::: INPUT DATA :::

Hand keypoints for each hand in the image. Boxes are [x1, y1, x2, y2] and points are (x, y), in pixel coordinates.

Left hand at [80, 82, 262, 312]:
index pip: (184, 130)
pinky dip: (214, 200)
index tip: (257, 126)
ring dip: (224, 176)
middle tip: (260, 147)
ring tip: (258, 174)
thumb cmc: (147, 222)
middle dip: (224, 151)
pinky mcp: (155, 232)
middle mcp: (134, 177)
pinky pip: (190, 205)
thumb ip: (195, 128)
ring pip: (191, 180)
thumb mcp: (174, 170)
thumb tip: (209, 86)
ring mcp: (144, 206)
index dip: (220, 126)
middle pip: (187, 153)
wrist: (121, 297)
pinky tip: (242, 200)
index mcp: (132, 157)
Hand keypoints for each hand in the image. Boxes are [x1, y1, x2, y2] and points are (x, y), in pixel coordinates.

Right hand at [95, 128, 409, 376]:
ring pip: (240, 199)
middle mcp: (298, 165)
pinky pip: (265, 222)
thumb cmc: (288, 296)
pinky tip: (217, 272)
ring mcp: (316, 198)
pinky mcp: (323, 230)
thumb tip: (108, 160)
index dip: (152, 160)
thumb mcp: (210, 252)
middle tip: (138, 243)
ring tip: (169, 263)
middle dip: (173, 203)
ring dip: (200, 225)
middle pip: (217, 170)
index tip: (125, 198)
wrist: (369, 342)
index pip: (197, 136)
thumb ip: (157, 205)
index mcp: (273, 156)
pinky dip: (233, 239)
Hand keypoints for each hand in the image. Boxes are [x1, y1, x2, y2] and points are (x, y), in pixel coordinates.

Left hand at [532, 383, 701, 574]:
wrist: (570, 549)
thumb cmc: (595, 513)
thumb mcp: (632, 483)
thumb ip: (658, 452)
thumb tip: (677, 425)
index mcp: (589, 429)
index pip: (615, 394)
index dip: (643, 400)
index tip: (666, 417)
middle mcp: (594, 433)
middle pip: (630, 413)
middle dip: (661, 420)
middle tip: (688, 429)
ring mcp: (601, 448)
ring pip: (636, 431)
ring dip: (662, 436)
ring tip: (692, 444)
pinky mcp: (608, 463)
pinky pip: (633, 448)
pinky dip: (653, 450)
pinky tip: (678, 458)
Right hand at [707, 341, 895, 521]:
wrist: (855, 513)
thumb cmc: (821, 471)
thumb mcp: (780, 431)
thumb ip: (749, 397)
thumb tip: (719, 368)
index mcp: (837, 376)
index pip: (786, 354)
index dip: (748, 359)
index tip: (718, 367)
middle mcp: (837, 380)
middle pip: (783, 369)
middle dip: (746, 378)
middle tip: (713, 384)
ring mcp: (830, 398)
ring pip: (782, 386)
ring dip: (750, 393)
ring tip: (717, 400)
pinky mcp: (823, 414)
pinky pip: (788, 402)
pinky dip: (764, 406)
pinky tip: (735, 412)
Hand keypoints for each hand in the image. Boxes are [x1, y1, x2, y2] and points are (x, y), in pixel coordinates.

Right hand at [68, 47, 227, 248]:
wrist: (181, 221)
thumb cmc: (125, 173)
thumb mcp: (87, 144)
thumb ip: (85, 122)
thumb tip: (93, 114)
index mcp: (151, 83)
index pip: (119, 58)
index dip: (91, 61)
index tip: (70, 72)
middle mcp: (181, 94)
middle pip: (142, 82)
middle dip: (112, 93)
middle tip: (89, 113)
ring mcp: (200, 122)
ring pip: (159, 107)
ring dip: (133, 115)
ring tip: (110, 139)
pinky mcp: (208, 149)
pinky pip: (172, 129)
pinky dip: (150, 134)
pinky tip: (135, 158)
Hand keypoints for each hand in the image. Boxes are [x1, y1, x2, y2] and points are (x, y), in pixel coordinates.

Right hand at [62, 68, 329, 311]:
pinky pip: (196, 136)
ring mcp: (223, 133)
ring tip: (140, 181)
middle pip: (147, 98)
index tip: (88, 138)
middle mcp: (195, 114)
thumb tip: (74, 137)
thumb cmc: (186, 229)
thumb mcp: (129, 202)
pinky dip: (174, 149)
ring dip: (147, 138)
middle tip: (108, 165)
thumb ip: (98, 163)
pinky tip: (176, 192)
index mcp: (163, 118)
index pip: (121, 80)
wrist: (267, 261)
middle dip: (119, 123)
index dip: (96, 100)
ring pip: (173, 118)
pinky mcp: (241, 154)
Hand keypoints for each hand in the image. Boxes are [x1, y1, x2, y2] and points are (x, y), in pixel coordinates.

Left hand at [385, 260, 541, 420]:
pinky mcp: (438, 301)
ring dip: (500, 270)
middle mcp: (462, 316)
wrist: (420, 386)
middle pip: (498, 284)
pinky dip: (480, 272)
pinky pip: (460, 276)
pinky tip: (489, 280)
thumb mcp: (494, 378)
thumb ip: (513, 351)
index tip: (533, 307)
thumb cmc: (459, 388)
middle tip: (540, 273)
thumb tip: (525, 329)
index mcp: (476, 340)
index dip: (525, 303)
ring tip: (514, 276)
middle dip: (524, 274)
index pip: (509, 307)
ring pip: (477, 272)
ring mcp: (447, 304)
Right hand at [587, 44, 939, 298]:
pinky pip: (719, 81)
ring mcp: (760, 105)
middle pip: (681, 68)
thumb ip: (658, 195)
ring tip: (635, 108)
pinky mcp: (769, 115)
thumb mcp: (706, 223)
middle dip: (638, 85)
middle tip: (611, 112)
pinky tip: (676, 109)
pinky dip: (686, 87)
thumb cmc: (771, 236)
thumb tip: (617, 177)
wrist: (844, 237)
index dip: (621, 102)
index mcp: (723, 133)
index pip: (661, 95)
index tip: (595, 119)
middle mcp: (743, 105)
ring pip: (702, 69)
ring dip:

:::

EXERCISE GOAL
From the first line to the last, print the listing above exactly.

SOLUTION TO THE PROBLEM
Hand keypoints for each hand in the image. Boxes are [x1, y1, x2, y2] and points are (x, y), in pixel coordinates.

Left hand at [80, 82, 262, 312]:
index pip: (184, 130)
pinky dip: (214, 200)
index tip: (257, 126)
ring dip: (224, 176)
middle tip: (260, 147)
ring tip: (258, 174)
thumb cmc: (147, 222)
middle dip: (224, 151)
pinky mcp: (155, 232)
middle mcp: (134, 177)
pinky pip: (190, 205)
thumb ip: (195, 128)
ring pip: (191, 180)
thumb mcp: (174, 170)
thumb tip: (209, 86)
ring mcp: (144, 206)
index dip: (220, 126)
middle pip: (187, 153)
wrist: (121, 297)
pinky tip: (242, 200)
index mcp: (132, 157)
Hand keypoints for each hand in the image. Boxes are [x1, y1, x2, y2] and points are (x, y), in pixel coordinates.

Right hand at [95, 128, 409, 376]:
ring pip: (240, 199)
middle mcp: (298, 165)
pinky pip: (265, 222)
thumb cmc: (288, 296)
pinky tip: (217, 272)
ring mcp: (316, 198)
pinky mcp: (323, 230)
thumb tip: (108, 160)
index dip: (152, 160)
thumb mcp: (210, 252)
middle tip: (138, 243)
ring tip: (169, 263)
middle dip: (173, 203)
ring dip: (200, 225)
middle pip: (217, 170)
index tip: (125, 198)
wrist: (369, 342)
index pip: (197, 136)
thumb ip: (157, 205)
index mcp: (273, 156)
pinky dip: (233, 239)
Hand keypoints for each hand in the image. Boxes are [x1, y1, x2, y2] and points are (x, y), in pixel coordinates.

Left hand at [532, 383, 701, 574]:
wrist: (570, 549)
thumb cmc: (595, 513)
thumb mcp: (632, 483)
thumb ip: (658, 452)
thumb tip: (677, 425)
index mcp: (589, 429)
index pip: (615, 394)
index dip: (643, 400)
index tip: (666, 417)
middle mcp: (594, 433)
middle pip: (630, 413)
middle dip: (661, 420)
middle tip: (688, 429)
ring mcp: (601, 448)
ring pip: (636, 431)
ring dip: (662, 436)
ring tip: (692, 444)
pinky mcp: (608, 463)
pinky pip: (633, 448)
pinky dip: (653, 450)
pinky tip: (678, 458)
Right hand at [707, 341, 895, 521]:
wrist: (855, 513)
thumb cmc: (821, 471)
thumb mcp: (780, 431)
thumb ip: (749, 397)
thumb tip: (719, 368)
index mcp: (837, 376)
index pip: (786, 354)
index dip: (748, 359)
index tip: (718, 367)
middle mcp: (837, 380)
middle pip: (783, 369)
middle dip: (746, 378)
middle tip: (713, 384)
ring mcp: (830, 398)
ring pip: (782, 386)
ring dip: (750, 393)
ring tip: (717, 400)
pinky mcp: (823, 414)
pinky pip: (788, 402)
pinky dip: (764, 406)
pinky tip: (735, 412)
Hand keypoints for each hand in the image. Boxes are [x1, y1, x2, y2] and points are (x, y), in pixel coordinates.

Right hand at [68, 47, 227, 248]:
wrist: (181, 221)
thumb cmc: (125, 173)
thumb mcp: (87, 144)
thumb ip: (85, 122)
thumb tip: (93, 114)
index mcp: (151, 83)
index pip: (119, 58)
index dip: (91, 61)
index tip: (70, 72)
middle mcp: (181, 94)
middle pip: (142, 82)
middle dip: (112, 93)
middle tip: (89, 113)
ring mcp: (200, 122)
ring pip: (159, 107)
ring dip: (133, 115)
ring tip: (110, 139)
pinky mcp: (208, 149)
pinky pip: (172, 129)
pinky dip: (150, 134)
pinky tip: (135, 158)
Hand keypoints for each hand in the image. Boxes are [x1, y1, x2, y2] and points are (x, y), in pixel coordinates.

Right hand at [62, 68, 329, 311]:
pinky pip: (196, 136)
ring mcp: (223, 133)
ring tip: (140, 181)
middle pip: (147, 98)
index tip: (88, 138)
middle mcp: (195, 114)
thumb tip: (74, 137)
thumb cmc: (186, 229)
thumb mcp: (129, 202)
pinky dip: (174, 149)
ring dip: (147, 138)
middle tip: (108, 165)
thumb ip: (98, 163)
pinky tip: (176, 192)
index mcp: (163, 118)
index pip: (121, 80)
wrist: (267, 261)
middle dip: (119, 123)
index dip: (96, 100)
ring pip: (173, 118)
pinky mcp: (241, 154)
Hand keypoints for each hand in the image. Boxes are [x1, y1, x2, y2] and points are (x, y), in pixel coordinates.

Left hand at [385, 260, 541, 420]:
pinky mcp: (438, 301)
ring dip: (500, 270)
middle mcp: (462, 316)
wrist: (420, 386)
middle pip: (498, 284)
pinky dip: (480, 272)
pinky pip: (460, 276)
pinky tip: (489, 280)
thumb mcp: (494, 378)
thumb ip: (513, 351)
index tip: (533, 307)
thumb cmc: (459, 388)
middle tip: (540, 273)
thumb tip: (525, 329)
index mcp: (476, 340)
index dip: (525, 303)
ring tip: (514, 276)
middle dip: (524, 274)
index pip: (509, 307)
ring pip: (477, 272)
ring mcp: (447, 304)
Right hand at [587, 44, 939, 298]:
pinky pip: (719, 81)
ring mcp: (760, 105)
middle pip: (681, 68)
thumb ip: (658, 195)
ring tip: (635, 108)
pinky mcp: (769, 115)
thumb mcp: (706, 223)
middle dip: (638, 85)
middle tip: (611, 112)
pinky tip: (676, 109)
pinky dip: (686, 87)
thumb cmc: (771, 236)
thumb tip: (617, 177)
wrist: (844, 237)
index dip: (621, 102)
index mcp: (723, 133)
index pip: (661, 95)
index tip: (595, 119)
middle mcp: (743, 105)
ring pip: (702, 69)
ring dip:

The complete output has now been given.